… Et bouleversée ! Le voyage narratif des Wesendonck Lieder ne peut laisser de marbre. A la Philharmonie de Paris, la soprano russe investit ces pages de son timbre cuivré et chatoyant et d’un recueillement extrême. Sont-ce les réminiscences de ses Brangäne, est-ce le contexte si troublant pour tout interprète russe aujourd’hui ? Avant Im Treibhaus, elle prend une longue minute, les yeux fermés, avant d’à peine esquisser un hochement de tête vers le chef qui la couvait du regard. Si Ekaterina Gubanova est bouleversée, son chant ne défaille pas et atteint une justesse interprétative profonde. Le souffle, le phrasé sont souverains. La beauté du timbre se maintient même quand la ligne se tend ou que son centre de gravité se déporte vers l’aigu, comme justement dans la première partie d’Im Treibhaus. Surtout le texte vit, sans effet ostentatoire. Chaque piano, chaque rugosité trouve sa juste place alors que l’orchestre bruisse ou souligne le geste vocal en symbiose, signe de la maestria du chef.
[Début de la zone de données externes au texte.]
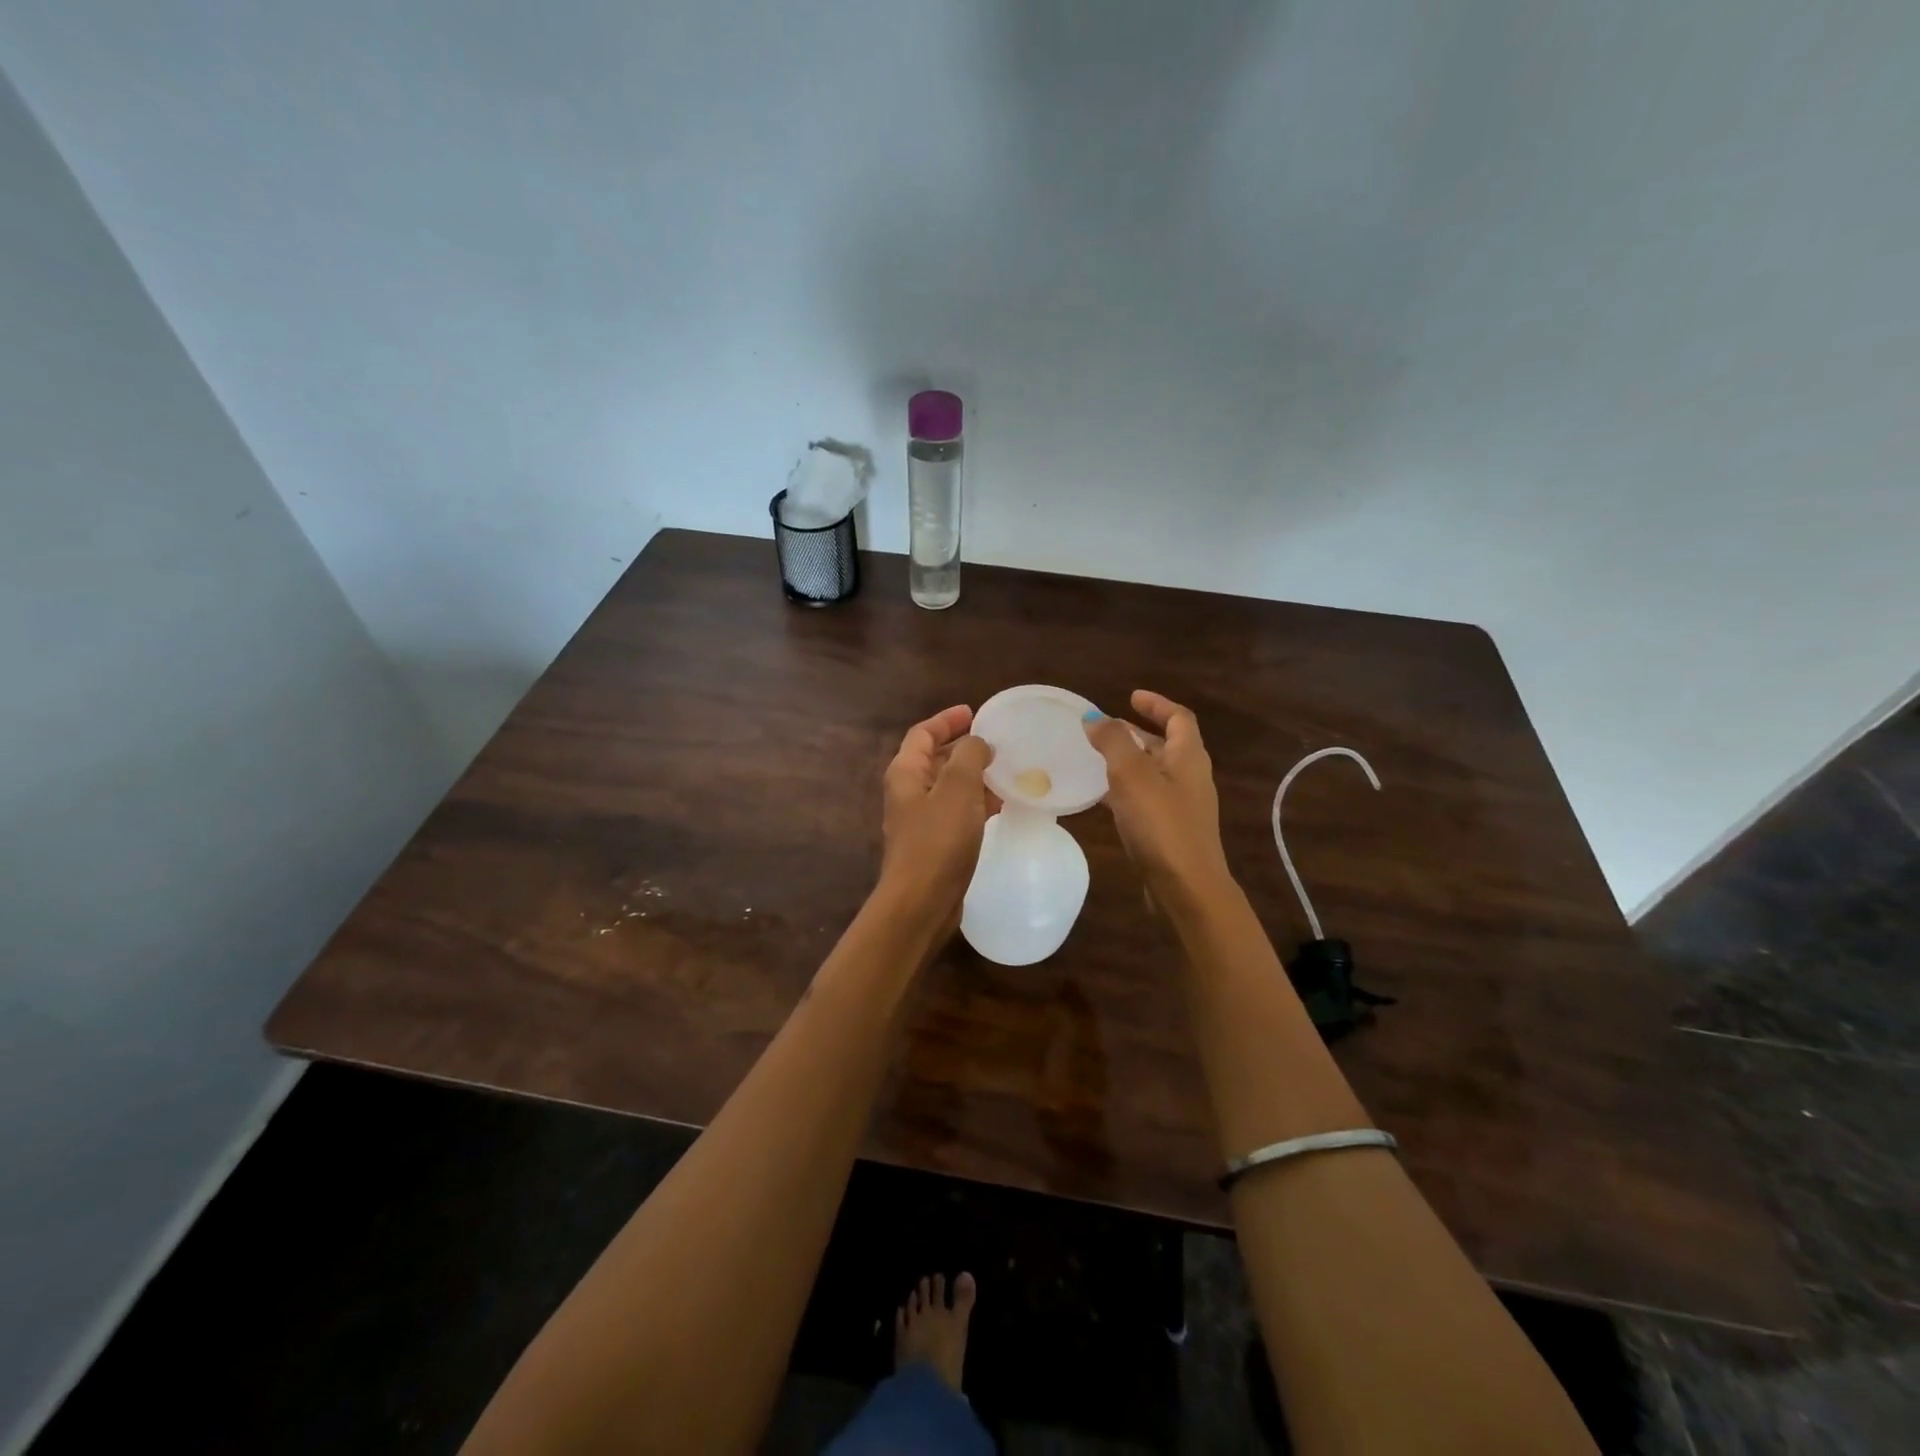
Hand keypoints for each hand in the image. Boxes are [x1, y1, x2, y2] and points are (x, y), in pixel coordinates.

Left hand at [879, 705, 995, 926]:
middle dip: (963, 747)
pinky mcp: (935, 845)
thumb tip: (977, 743)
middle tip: (997, 741)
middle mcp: (908, 793)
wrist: (921, 903)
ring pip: (949, 787)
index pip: (922, 734)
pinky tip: (1001, 806)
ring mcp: (921, 821)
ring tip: (1006, 770)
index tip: (974, 712)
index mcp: (906, 773)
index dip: (946, 720)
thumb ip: (969, 756)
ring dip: (974, 776)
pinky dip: (976, 803)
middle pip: (935, 759)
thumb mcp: (958, 788)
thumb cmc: (938, 841)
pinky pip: (957, 813)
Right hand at [1083, 690, 1232, 911]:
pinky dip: (1126, 791)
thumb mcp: (1132, 775)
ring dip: (1129, 762)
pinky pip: (1147, 799)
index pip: (1179, 718)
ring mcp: (1183, 807)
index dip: (1156, 704)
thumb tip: (1094, 717)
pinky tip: (1103, 799)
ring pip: (1154, 774)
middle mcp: (1190, 778)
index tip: (1131, 696)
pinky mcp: (1171, 832)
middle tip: (1105, 730)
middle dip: (1137, 734)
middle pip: (1166, 746)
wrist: (1187, 888)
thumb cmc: (1161, 825)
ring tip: (1096, 760)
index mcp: (1189, 758)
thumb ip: (1113, 742)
Ekaterina Gubanova, fidèle aux scènes parisiennes depuis de nombreuses années, sera accueillie par des bravi mérités.
Le retour de Kent Nagano dans le fosse de l’Opéra de Paris, après bien des années d’absence, faisait déjà l’événement autour de l’entrée au répertoire de A quiet place, dans son ultime orchestration. Judicieuse idée de programmation que de lui avoir proposé de diriger l’orchestre de l’Opéra le temps d’une soirée à la Philharmonie. Le concert s’ouvre par une curiosité où les amoureux de Lucia di Lammermoor retrouvent l’harmonica de verre dans une œuvre diaphane et inquiétante de Jörg Widmann où ces étranges disques de verre tiennent la vedette. Les gestes millimétrés de Kent Nagano permettent à l’orchestre de trouver un mordant et un son compact impressionnant dans cette œuvre créée à Salzbourg en 2007.
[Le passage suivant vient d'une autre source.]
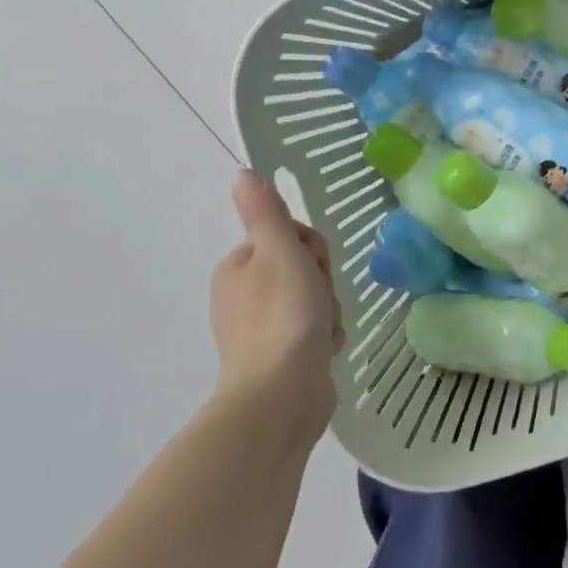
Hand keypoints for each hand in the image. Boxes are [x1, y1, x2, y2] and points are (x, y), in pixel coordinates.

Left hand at [209, 171, 342, 437]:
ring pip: (313, 302)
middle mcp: (243, 296)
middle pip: (303, 270)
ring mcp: (259, 330)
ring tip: (324, 331)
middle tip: (321, 302)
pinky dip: (325, 338)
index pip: (289, 239)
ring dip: (329, 312)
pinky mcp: (277, 359)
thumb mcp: (280, 252)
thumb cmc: (284, 315)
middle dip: (323, 284)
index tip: (314, 268)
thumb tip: (242, 173)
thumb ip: (267, 213)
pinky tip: (325, 350)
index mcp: (238, 267)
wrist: (282, 393)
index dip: (312, 250)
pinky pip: (312, 333)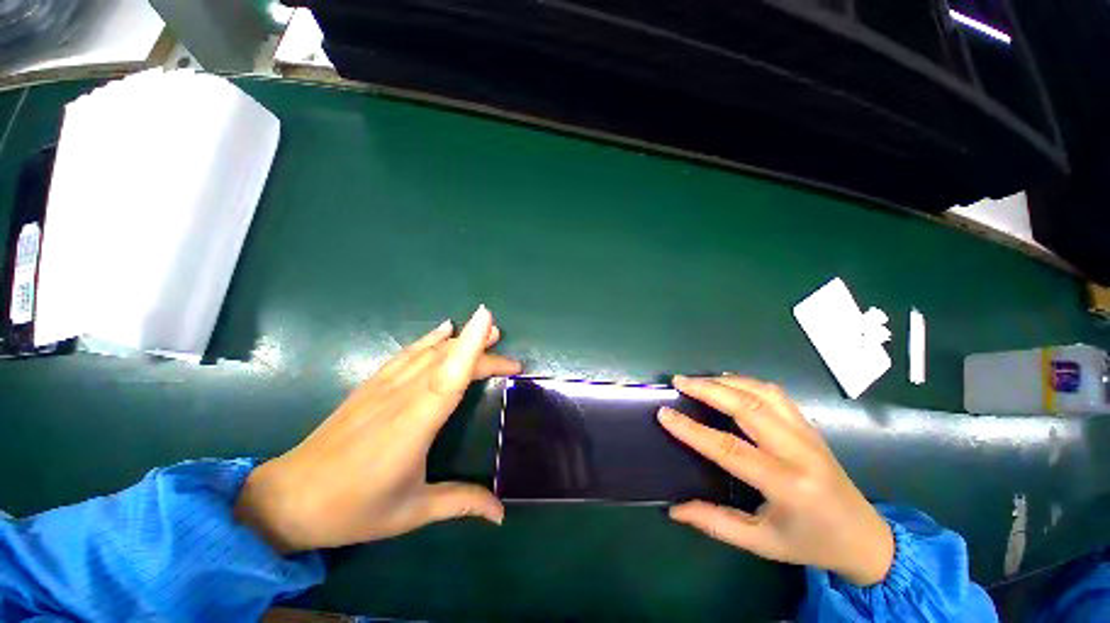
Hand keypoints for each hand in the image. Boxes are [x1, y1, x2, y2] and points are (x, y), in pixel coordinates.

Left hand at [235, 305, 521, 553]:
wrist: (288, 499)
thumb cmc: (354, 509)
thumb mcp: (412, 512)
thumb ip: (460, 503)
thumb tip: (501, 514)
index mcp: (414, 425)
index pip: (450, 376)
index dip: (470, 346)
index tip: (488, 319)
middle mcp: (401, 397)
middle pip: (448, 361)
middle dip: (481, 351)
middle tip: (511, 360)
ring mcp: (383, 386)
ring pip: (429, 352)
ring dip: (460, 339)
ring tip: (487, 333)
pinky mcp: (371, 385)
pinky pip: (406, 353)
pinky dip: (429, 338)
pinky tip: (443, 329)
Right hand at [658, 375, 893, 585]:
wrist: (864, 536)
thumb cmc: (810, 542)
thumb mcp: (761, 543)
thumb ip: (715, 523)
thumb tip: (674, 509)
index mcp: (787, 485)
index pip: (730, 449)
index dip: (692, 430)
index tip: (665, 414)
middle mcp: (799, 452)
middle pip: (748, 408)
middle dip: (708, 390)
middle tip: (679, 382)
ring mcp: (808, 433)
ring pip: (762, 393)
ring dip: (726, 382)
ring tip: (697, 380)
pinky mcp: (809, 425)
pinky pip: (775, 394)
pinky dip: (746, 382)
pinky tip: (728, 383)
Ariadne auf Naxos ne se donne presque plus, à l’exception de quelques festivals cherchant à se démarquer, que dans sa version avec le prologue lyrique. Pourtant, à sa création, on donnait Le Bourgeois gentilhomme agrémenté d’intermèdes du même Richard Strauss. C’est cette suite orchestrale que le chef américain choisit en deuxième partie, manière de faire de l’opéra sans le vouloir. Il ne s’agit pas des pages les plus mémorables ou inspirées du compositeur mais elle permettent aux solistes de l’Orchestre de l’Opéra de Paris de briller – hautbois et violoncelle en tête – cependant que la formation se frotte avec bonheur aux diverses viennoiseries et pastiches XVIIIe en épousant le geste toujours aussi épuré et juste du chef.